Most businesses remove a departing employee’s email access quickly, but leave their SaaS access scattered across other tools. Zombie accounts are the leftover logins, tokens, and permissions that remain active after someone leaves or changes roles. A practical SaaS offboarding audit finds where these accounts hide and closes them before they turn into a security incident.
Someone leaves the company on a Friday. By Monday, their email is disabled and their laptop is back in the stack.
What nobody checks is the project management tool they signed up for last quarter, the cloud storage folder shared with a contractor, or the CRM login they’ve carried through two role changes. Three months later, those sessions are still live.
This is how zombie accounts form — not through negligence, but through an offboarding process built around hardware and email that hasn’t caught up with how modern teams actually use software.
The average business now runs over 100 SaaS applications. Most offboarding checklists were written when there were three.
When “Deactivated” Doesn’t Mean “Gone”
A zombie account is an active login belonging to someone who no longer works for you. The term is informal. The exposure it represents is not.
What makes these accounts especially problematic is that they carry valid credentials. There’s nothing anomalous to flag. The access was granted intentionally, and the system has no reason to question a legitimate login — even if the person behind it left months ago.
Industry research shows that half of all organizations have discovered former employees still accessing SaaS applications well after their departure. In most cases, the discovery was accidental, not the result of a deliberate review.
The Three Places Access Gets Left Behind
File sharing and collaboration platforms
Google Drive, OneDrive, and Dropbox are where zombie access tends to do the most immediate damage. Files shared with a personal account, guest permissions from a finished project, and folders set to open-link access can all survive a license removal in the identity provider. The official account gets deprovisioned; everything attached to it quietly stays open.
Business apps provisioned outside of IT
Tools like Asana, Notion, HubSpot, Jira, and Salesforce are often set up by team leads, not IT. That means they don’t appear on the standard offboarding checklist. A former account executive’s CRM login or a project manager’s workspace containing company strategy can sit untouched for months with no one noticing.
Shadow apps IT never knew existed
This is the highest-risk category. Employees routinely sign up for tools — survey platforms, AI assistants, data tools — using their work email without IT involvement. These accounts are never formally provisioned, so they’re never formally revoked. When the employee leaves, the account remains, attached to an address that may now redirect to an IT catch-all inbox.
How to Run the Audit
Map what you’re actually running
Pull a full list of SaaS applications connected to your identity provider — Microsoft Entra ID, Google Workspace Admin, or Okta. Cross-reference against billing records, browser extensions, and login notification emails.

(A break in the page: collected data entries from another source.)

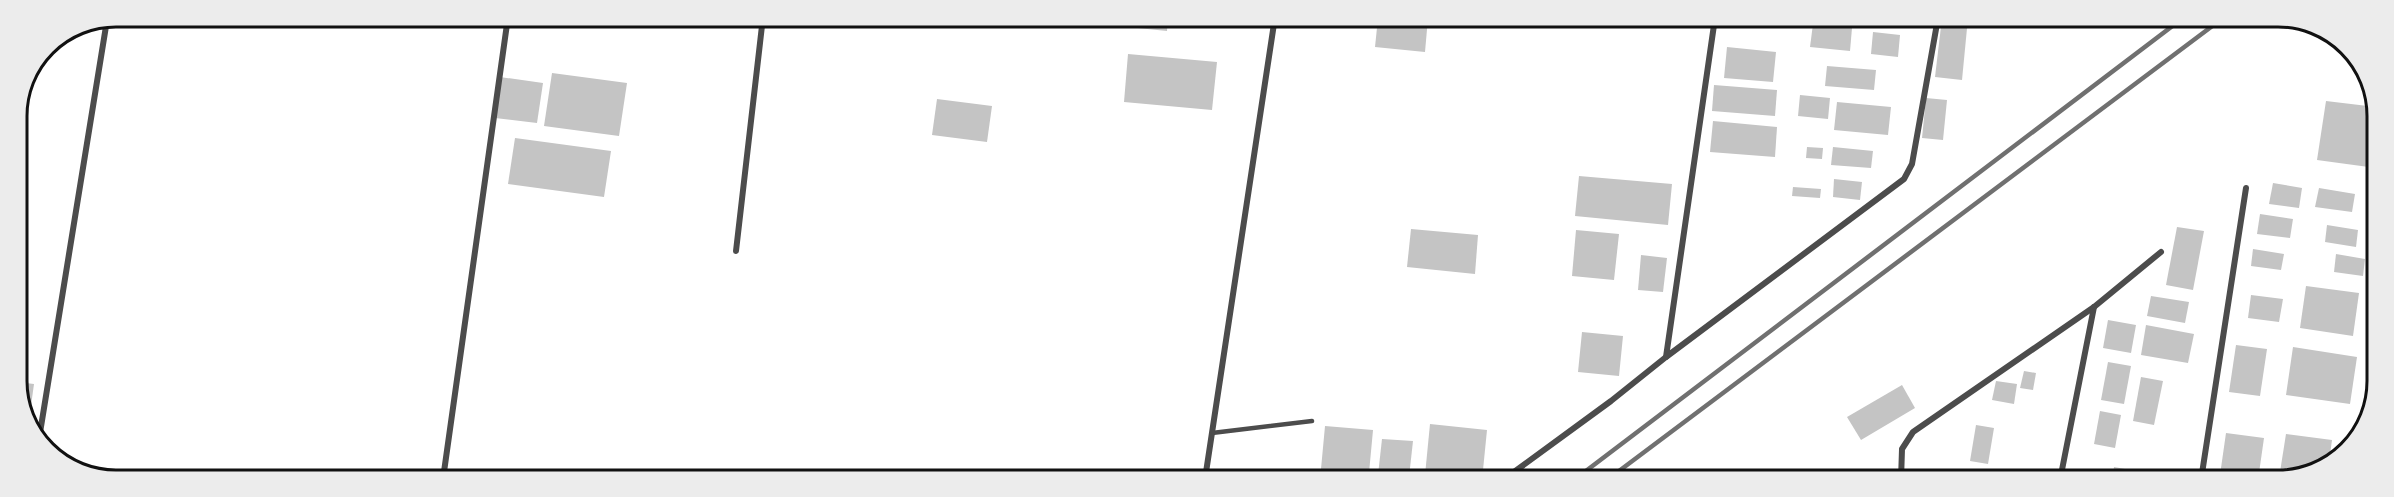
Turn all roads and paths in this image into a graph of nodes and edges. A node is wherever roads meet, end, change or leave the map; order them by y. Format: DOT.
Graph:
graph roads {
  1 [pos="507,27"];
  2 [pos="762,27"];
  3 [pos="1274,27"];
  4 [pos="1714,27"];
  5 [pos="1936,27"];
  6 [pos="106,28"];
  7 [pos="2246,188"];
  8 [pos="736,251"];
  9 [pos="2162,252"];
  10 [pos="2094,307"];
  11 [pos="1666,357"];
  12 [pos="1312,421"];
  13 [pos="41,429"];
  14 [pos="1212,433"];
  15 [pos="444,470"];
  16 [pos="1206,470"];
  17 [pos="1517,470"];
  18 [pos="1901,470"];
  19 [pos="2062,470"];
  20 [pos="2203,470"];
  1 -- 15 [label="street"];
  2 -- 8 [label="street"];
  3 -- 14 [label="street"];
  4 -- 11 [label="street"];
  5 -- 11 [label="street"];
  6 -- 13 [label="street"];
  7 -- 20 [label="street"];
  9 -- 10 [label="street"];
  10 -- 18 [label="street"];
  10 -- 19 [label="street"];
  11 -- 17 [label="street"];
  12 -- 14 [label="lane"];
  14 -- 16 [label="street"];
}
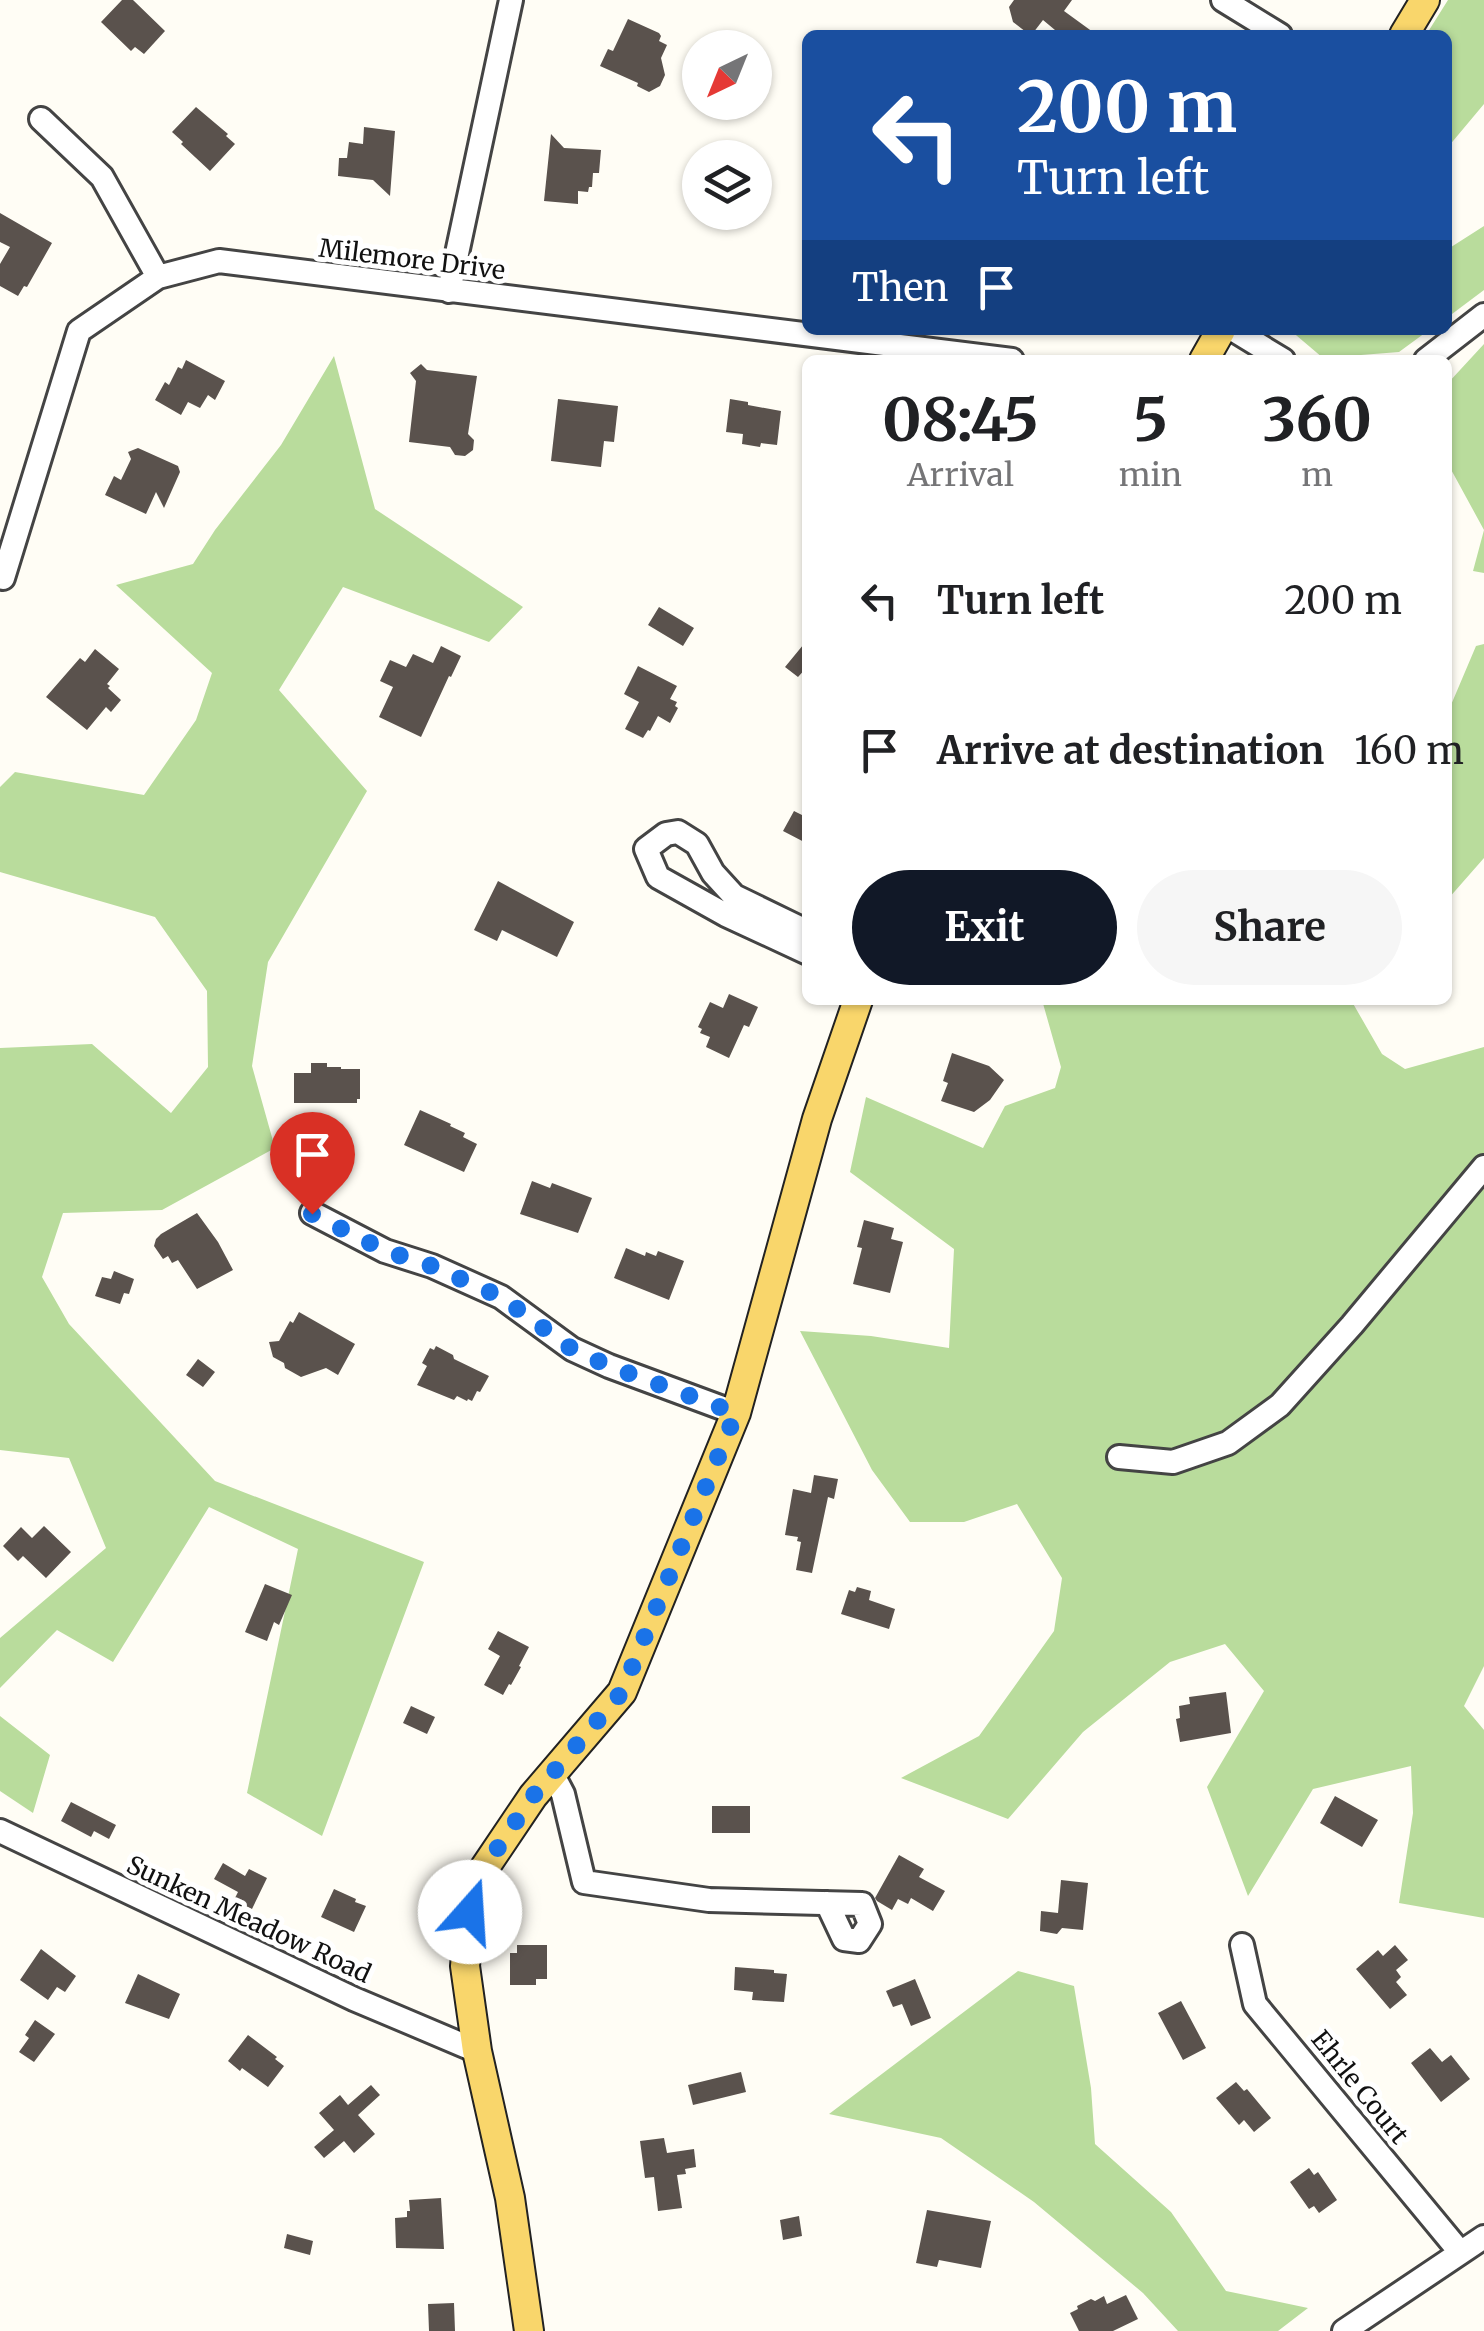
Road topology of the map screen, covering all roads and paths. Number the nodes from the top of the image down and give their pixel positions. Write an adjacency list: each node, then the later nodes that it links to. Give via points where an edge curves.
1 (511, 0): 8 (street)
2 (1223, 0): 4 (street)
3 (1425, 0): 5 (main road)
4 (1272, 30)
5 (1407, 30)
6 (42, 119): 7 (street, via 102,177)
7 (158, 277): 8 (street, Milemore Drive, via 219,262); 16 (street, Milemore Drive, via 79,331)
8 (449, 292): 10 (street, Milemore Drive)
9 (1484, 315): 15 (street)
10 (802, 335)
11 (805, 335): 13 (street, Milemore Drive)
12 (1242, 335): 14 (street)
13 (971, 355)
14 (1275, 355)
15 (1432, 355)
16 (4, 578)
17 (802, 929): 18 (street, via 734,896 697,844 678,832 646,849 658,877)
18 (802, 950)
19 (856, 1005): 22 (main road, via 816,1118)
20 (1484, 1167): 23 (street, via 1280,1404 1228,1443 1173,1462)
21 (312, 1214): 22 (street, via 501,1297 572,1349)
22 (736, 1413): 24 (main road, via 622,1692)
23 (1118, 1457)
24 (552, 1774): 26 (street, via 584,1882 709,1900); 28 (main road, via 472,1886 465,1966)
25 (0, 1832): 28 (street, Sunken Meadow Road)
26 (827, 1903)
27 (1242, 1945): 30 (street, Ehrle Court, via 1256,2004)
28 (477, 2051): 31 (main road, via 510,2198)
29 (1484, 2237): 30 (street)
30 (1460, 2252): 32 (street)
31 (530, 2331)
32 (1344, 2331)

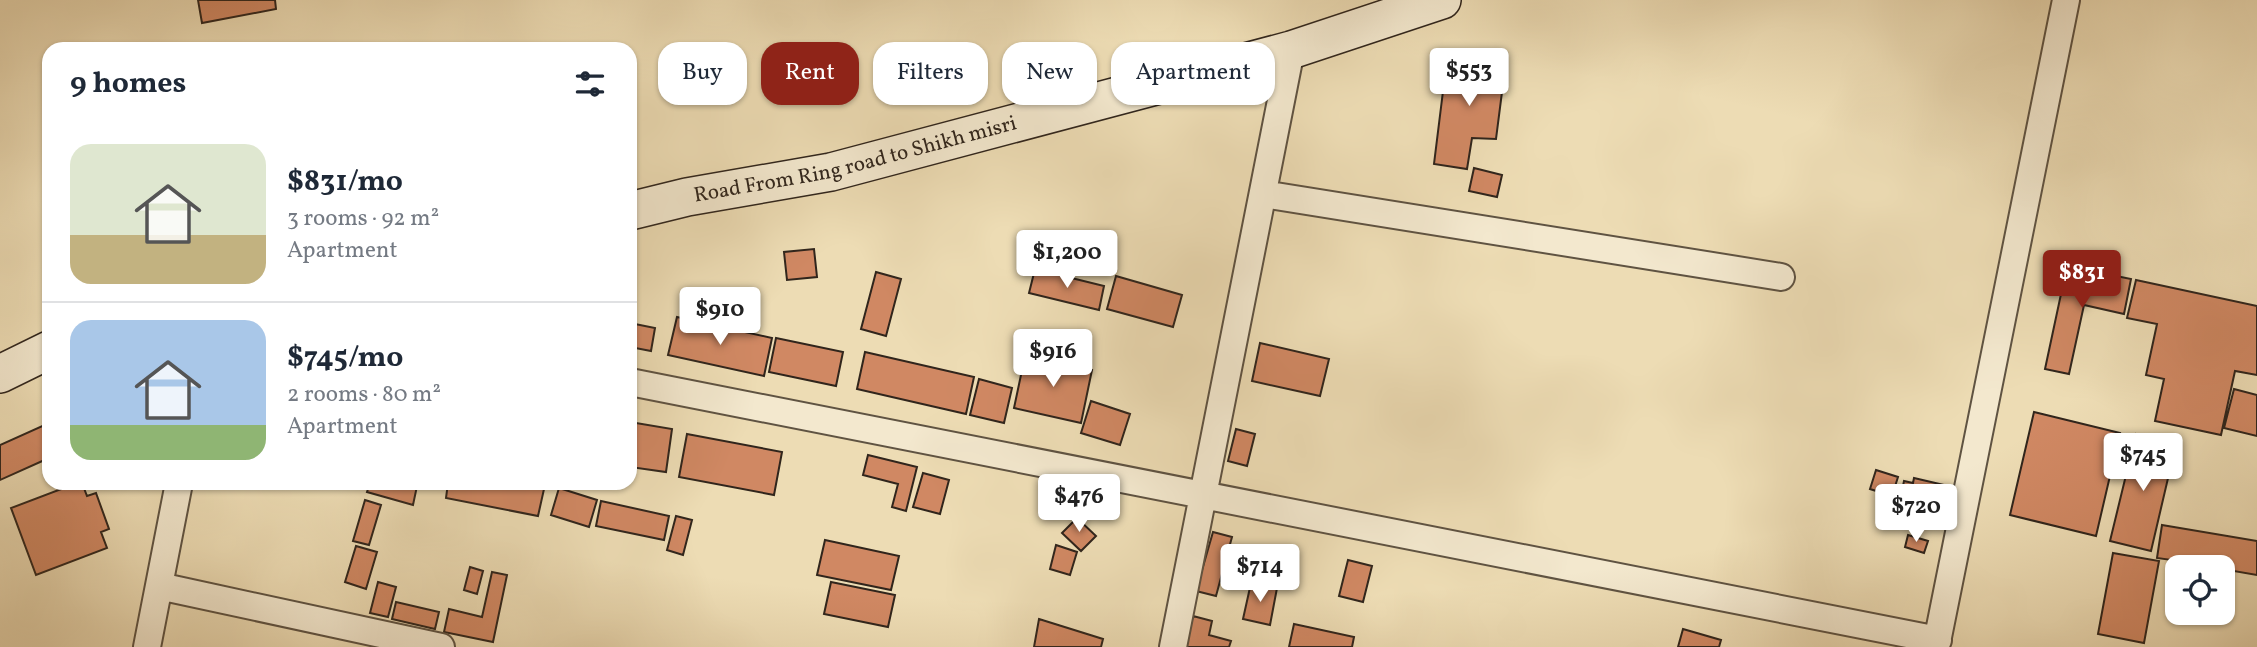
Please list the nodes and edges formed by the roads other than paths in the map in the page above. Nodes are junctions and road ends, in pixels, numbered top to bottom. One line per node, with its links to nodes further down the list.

The scale of shadow IT is larger than most teams expect. A 2025 report analyzing 29 million user accounts found nearly 24,000 distinct SaaS applications in use — with 90% sitting outside IT management. For smaller teams, a focused 30-minute review of subscriptions and recent login activity will surface most of the high-risk tools.
Match departures against active accounts
Take the past 12 months of exits and check each name against your SaaS inventory. For each application: Does it have an admin console? Can you see who’s still active? When did this account last log in? Anything stale that belongs to a former employee is a zombie. Flag it, revoke it, document it.
Build the process so it repeats
Use the audit as a baseline for an offboarding checklist that goes beyond email and hardware. Enforce MFA on all remaining active accounts and schedule a quarterly SaaS access review. That cadence turns a one-time cleanup into a repeatable control.
Offboarding Is a Security Function
Zombie accounts can’t be removed if no one is looking for them. The SaaS audit is the starting point — and the thing that makes every future exit cleaner than the last.
Want to close the gaps in your offboarding process? Contact us to run a zombie SaaS audit and build a checklist your team can follow on every exit.
Common Questions
How is a zombie account different from just an inactive one?
A zombie account belongs to someone who has left the organization entirely — there’s no legitimate reason for that access to exist. An inactive account may still belong to a current employee. Both carry risk, but zombie accounts carry the added exposure of sitting entirely outside the business.
What’s the quickest way to find them?
Start with your identity provider. Entra ID, Google Workspace, and Okta all let you filter active accounts and connected apps by status. Cross-referencing against HR exit records from the last 12 months will surface most gaps in a few hours.
Do shared logins create the same problem?
Yes — and they’re harder to clean up because the access can’t easily be attributed to one person. Shared logins should be replaced with individual accounts wherever a platform allows it, both for the audit trail and for clean offboarding.
How often should this review happen?
Quarterly is a solid baseline. Any employee departure should also trigger an immediate SaaS access review as part of offboarding, rather than waiting for the next scheduled cycle.